Stored items from a collection

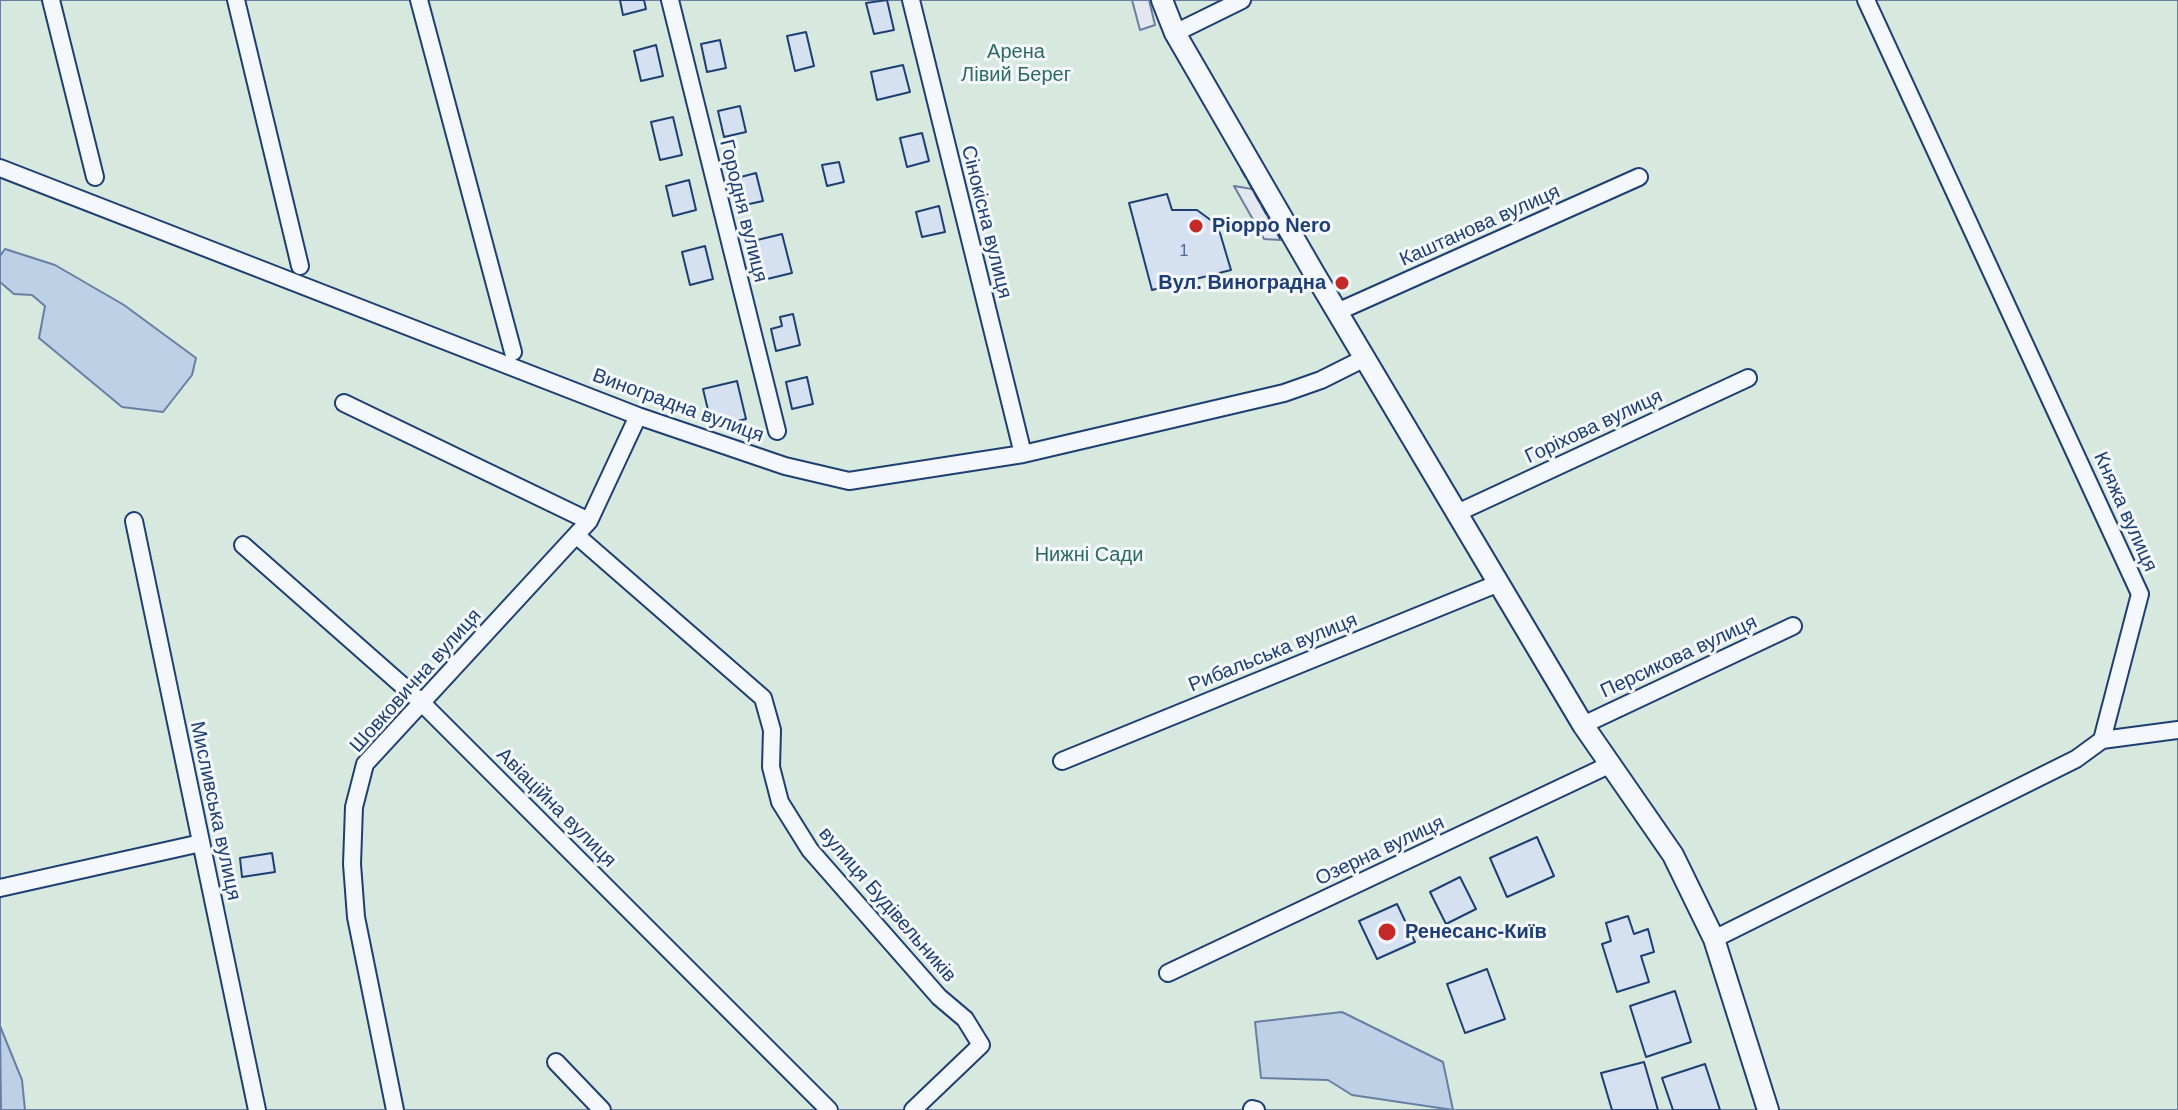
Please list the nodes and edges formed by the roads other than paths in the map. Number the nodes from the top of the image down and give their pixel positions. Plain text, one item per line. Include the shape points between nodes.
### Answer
1 (51, 0) edge
2 (236, 0) edge
3 (419, 0) edge
4 (670, 0) edge
5 (911, 0) edge
6 (1162, 0) edge
7 (1242, 0) edge
8 (1866, 0) edge
9 (1175, 33) junction
10 (0, 168) edge
11 (95, 177) dead end
12 (1639, 177) dead end
13 (300, 266) dead end
14 (1337, 312) junction
15 (513, 352) dead end
16 (1365, 358) junction
17 (1748, 378) dead end
18 (344, 403) dead end
19 (638, 416) junction
20 (777, 431) dead end
21 (1023, 454) junction
22 (1457, 513) junction
23 (134, 521) dead end
24 (589, 521) junction
25 (576, 535) junction
26 (243, 545) dead end
27 (1499, 583) junction
28 (1793, 626) dead end
29 (420, 701) junction
30 (1583, 725) junction
31 (2178, 730) edge
32 (2102, 740) junction
33 (1062, 761) dead end
34 (1609, 765) junction
35 (201, 843) junction
36 (0, 888) edge
37 (1714, 939) junction
38 (1168, 973) dead end
39 (556, 1062) dead end
40 (257, 1110) edge
41 (395, 1110) edge
42 (602, 1110) edge
43 (829, 1110) edge
44 (913, 1110) edge
45 (1768, 1110) edge

1 - 11 street
2 - 13 street
3 - 15 street
4 - 20 street, Городня вулиця
5 - 21 street, Сінокісна вулиця
6 - 9 street
7 - 9 street
8 - 32 street, Княжа вулиця via 2140,594
9 - 14 street
10 - 19 street, Виноградна вулиця
12 - 14 street, Каштанова вулиця
14 - 16 street
16 - 21 street, Виноградна вулиця via 1284,393
16 - 22 street
17 - 22 street, Горіхова вулиця
18 - 24 street
19 - 21 street, Виноградна вулиця via 785,466 849,481
19 - 24 street, Шовковична вулиця
22 - 27 street
23 - 35 street, Мисливська вулиця
24 - 25 street, Шовковична вулиця
25 - 29 street, Шовковична вулиця
25 - 44 street, вулиця Будівельників via 763,698 780,802 810,850 939,997 965,1019 981,1045
26 - 29 street, Авіаційна вулиця
27 - 30 street
27 - 33 street, Рибальська вулиця
28 - 30 street, Персикова вулиця
29 - 41 street, Шовковична вулиця via 365,764 354,807 356,917
29 - 43 street, Авіаційна вулиця
30 - 34 street
31 - 32 street
32 - 37 street via 2076,759
34 - 37 street via 1673,855
34 - 38 street, Озерна вулиця
35 - 36 street
35 - 40 street, Мисливська вулиця
37 - 45 street
39 - 42 street

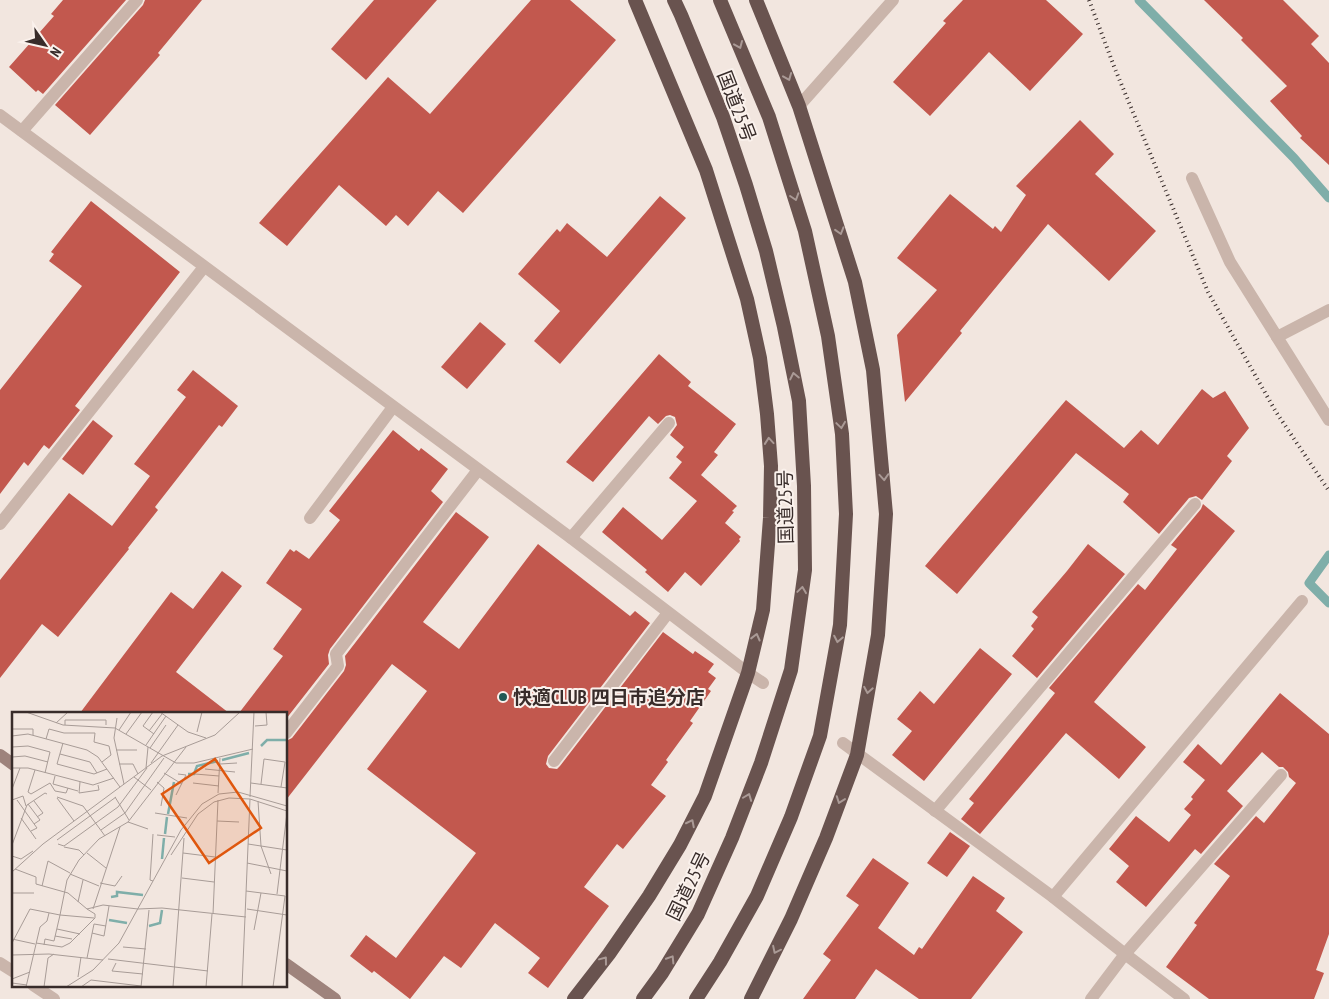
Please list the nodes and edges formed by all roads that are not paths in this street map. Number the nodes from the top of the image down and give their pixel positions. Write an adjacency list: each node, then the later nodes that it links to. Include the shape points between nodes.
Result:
1 (137, 0): 9 (street)
2 (635, 0): 24 (highway, one-way to 2, via 763,610 770,518 771,466 760,358 747,299 706,170)
3 (674, 0): 43 (highway, 国道25号, one-way to 3, via 698,914 761,763 791,670 805,570 799,401 784,327 746,185 723,117)
4 (720, 0): 44 (highway, 国道25号, one-way to 44, via 769,118 805,231 830,346 842,434 846,514 840,625 820,736 791,817 757,896)
5 (756, 0): 7 (highway, one-way to 7)
6 (893, 0): 7 (street)
7 (799, 106): 29 (highway, one-way to 29, via 855,282 873,370 884,470 886,514 878,635)
8 (0, 115): 9 (street)
9 (22, 131): 11 (street)
10 (1192, 178): 13 (street, via 1230,262)
11 (204, 267): 14 (street); 20 (street)
12 (1329, 310): 13 (street)
13 (1277, 337): 15 (street)
14 (393, 407): 17 (street); 19 (street)
15 (1329, 420)
16 (669, 423): 21 (street)
17 (478, 470): 21 (street); 26 (street, via 336,654 338,666)
18 (1195, 504): 33 (street)
19 (310, 518)
20 (0, 524)
21 (571, 538): 23 (street)
22 (1302, 601): 34 (street)
23 (668, 613): 24 (street); 30 (street)
24 (748, 673): 25 (street); 42 (highway, one-way to 24, via 649,896 680,844 704,796)
25 (763, 683)
26 (288, 730)
27 (843, 743): 29 (street)
28 (0, 755): 31 (main road)
29 (857, 755): 33 (street); 45 (highway, one-way to 45, via 791,919)
30 (554, 761)
31 (12, 764)
32 (1281, 776): 35 (street)
33 (935, 811): 34 (street)
34 (1053, 897): 35 (street)
35 (1125, 954): 46 (street); 47 (street)
36 (0, 963): 38 (street)
37 (288, 965): 41 (main road)
38 (12, 971)
39 (34, 986): 40 (street)
40 (54, 999)
41 (335, 999)
42 (574, 999)
43 (643, 999)
44 (696, 999)
45 (751, 999)
46 (1091, 999)
47 (1184, 999)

REQUIRED WORK
The entries above need to be transcribed exactly, with the images left out.

RESULT FOR THIS TASK
Please list the nodes and edges formed by the roads other than paths in the map. Number the nodes from the top of the image down and give their pixel positions. Plain text, one item per line. Include the shape points between nodes.
### Answer
1 (51, 0) edge
2 (236, 0) edge
3 (419, 0) edge
4 (670, 0) edge
5 (911, 0) edge
6 (1162, 0) edge
7 (1242, 0) edge
8 (1866, 0) edge
9 (1175, 33) junction
10 (0, 168) edge
11 (95, 177) dead end
12 (1639, 177) dead end
13 (300, 266) dead end
14 (1337, 312) junction
15 (513, 352) dead end
16 (1365, 358) junction
17 (1748, 378) dead end
18 (344, 403) dead end
19 (638, 416) junction
20 (777, 431) dead end
21 (1023, 454) junction
22 (1457, 513) junction
23 (134, 521) dead end
24 (589, 521) junction
25 (576, 535) junction
26 (243, 545) dead end
27 (1499, 583) junction
28 (1793, 626) dead end
29 (420, 701) junction
30 (1583, 725) junction
31 (2178, 730) edge
32 (2102, 740) junction
33 (1062, 761) dead end
34 (1609, 765) junction
35 (201, 843) junction
36 (0, 888) edge
37 (1714, 939) junction
38 (1168, 973) dead end
39 (556, 1062) dead end
40 (257, 1110) edge
41 (395, 1110) edge
42 (602, 1110) edge
43 (829, 1110) edge
44 (913, 1110) edge
45 (1768, 1110) edge

1 - 11 street
2 - 13 street
3 - 15 street
4 - 20 street, Городня вулиця
5 - 21 street, Сінокісна вулиця
6 - 9 street
7 - 9 street
8 - 32 street, Княжа вулиця via 2140,594
9 - 14 street
10 - 19 street, Виноградна вулиця
12 - 14 street, Каштанова вулиця
14 - 16 street
16 - 21 street, Виноградна вулиця via 1284,393
16 - 22 street
17 - 22 street, Горіхова вулиця
18 - 24 street
19 - 21 street, Виноградна вулиця via 785,466 849,481
19 - 24 street, Шовковична вулиця
22 - 27 street
23 - 35 street, Мисливська вулиця
24 - 25 street, Шовковична вулиця
25 - 29 street, Шовковична вулиця
25 - 44 street, вулиця Будівельників via 763,698 780,802 810,850 939,997 965,1019 981,1045
26 - 29 street, Авіаційна вулиця
27 - 30 street
27 - 33 street, Рибальська вулиця
28 - 30 street, Персикова вулиця
29 - 41 street, Шовковична вулиця via 365,764 354,807 356,917
29 - 43 street, Авіаційна вулиця
30 - 34 street
31 - 32 street
32 - 37 street via 2076,759
34 - 37 street via 1673,855
34 - 38 street, Озерна вулиця
35 - 36 street
35 - 40 street, Мисливська вулиця
37 - 45 street
39 - 42 street

Please list the nodes and edges formed by all roads that are not paths in this street map. Number the nodes from the top of the image down and give their pixel positions. Write an adjacency list: each node, then the later nodes that it links to. Include the shape points between nodes.
Result:
1 (137, 0): 9 (street)
2 (635, 0): 24 (highway, one-way to 2, via 763,610 770,518 771,466 760,358 747,299 706,170)
3 (674, 0): 43 (highway, 国道25号, one-way to 3, via 698,914 761,763 791,670 805,570 799,401 784,327 746,185 723,117)
4 (720, 0): 44 (highway, 国道25号, one-way to 44, via 769,118 805,231 830,346 842,434 846,514 840,625 820,736 791,817 757,896)
5 (756, 0): 7 (highway, one-way to 7)
6 (893, 0): 7 (street)
7 (799, 106): 29 (highway, one-way to 29, via 855,282 873,370 884,470 886,514 878,635)
8 (0, 115): 9 (street)
9 (22, 131): 11 (street)
10 (1192, 178): 13 (street, via 1230,262)
11 (204, 267): 14 (street); 20 (street)
12 (1329, 310): 13 (street)
13 (1277, 337): 15 (street)
14 (393, 407): 17 (street); 19 (street)
15 (1329, 420)
16 (669, 423): 21 (street)
17 (478, 470): 21 (street); 26 (street, via 336,654 338,666)
18 (1195, 504): 33 (street)
19 (310, 518)
20 (0, 524)
21 (571, 538): 23 (street)
22 (1302, 601): 34 (street)
23 (668, 613): 24 (street); 30 (street)
24 (748, 673): 25 (street); 42 (highway, one-way to 24, via 649,896 680,844 704,796)
25 (763, 683)
26 (288, 730)
27 (843, 743): 29 (street)
28 (0, 755): 31 (main road)
29 (857, 755): 33 (street); 45 (highway, one-way to 45, via 791,919)
30 (554, 761)
31 (12, 764)
32 (1281, 776): 35 (street)
33 (935, 811): 34 (street)
34 (1053, 897): 35 (street)
35 (1125, 954): 46 (street); 47 (street)
36 (0, 963): 38 (street)
37 (288, 965): 41 (main road)
38 (12, 971)
39 (34, 986): 40 (street)
40 (54, 999)
41 (335, 999)
42 (574, 999)
43 (643, 999)
44 (696, 999)
45 (751, 999)
46 (1091, 999)
47 (1184, 999)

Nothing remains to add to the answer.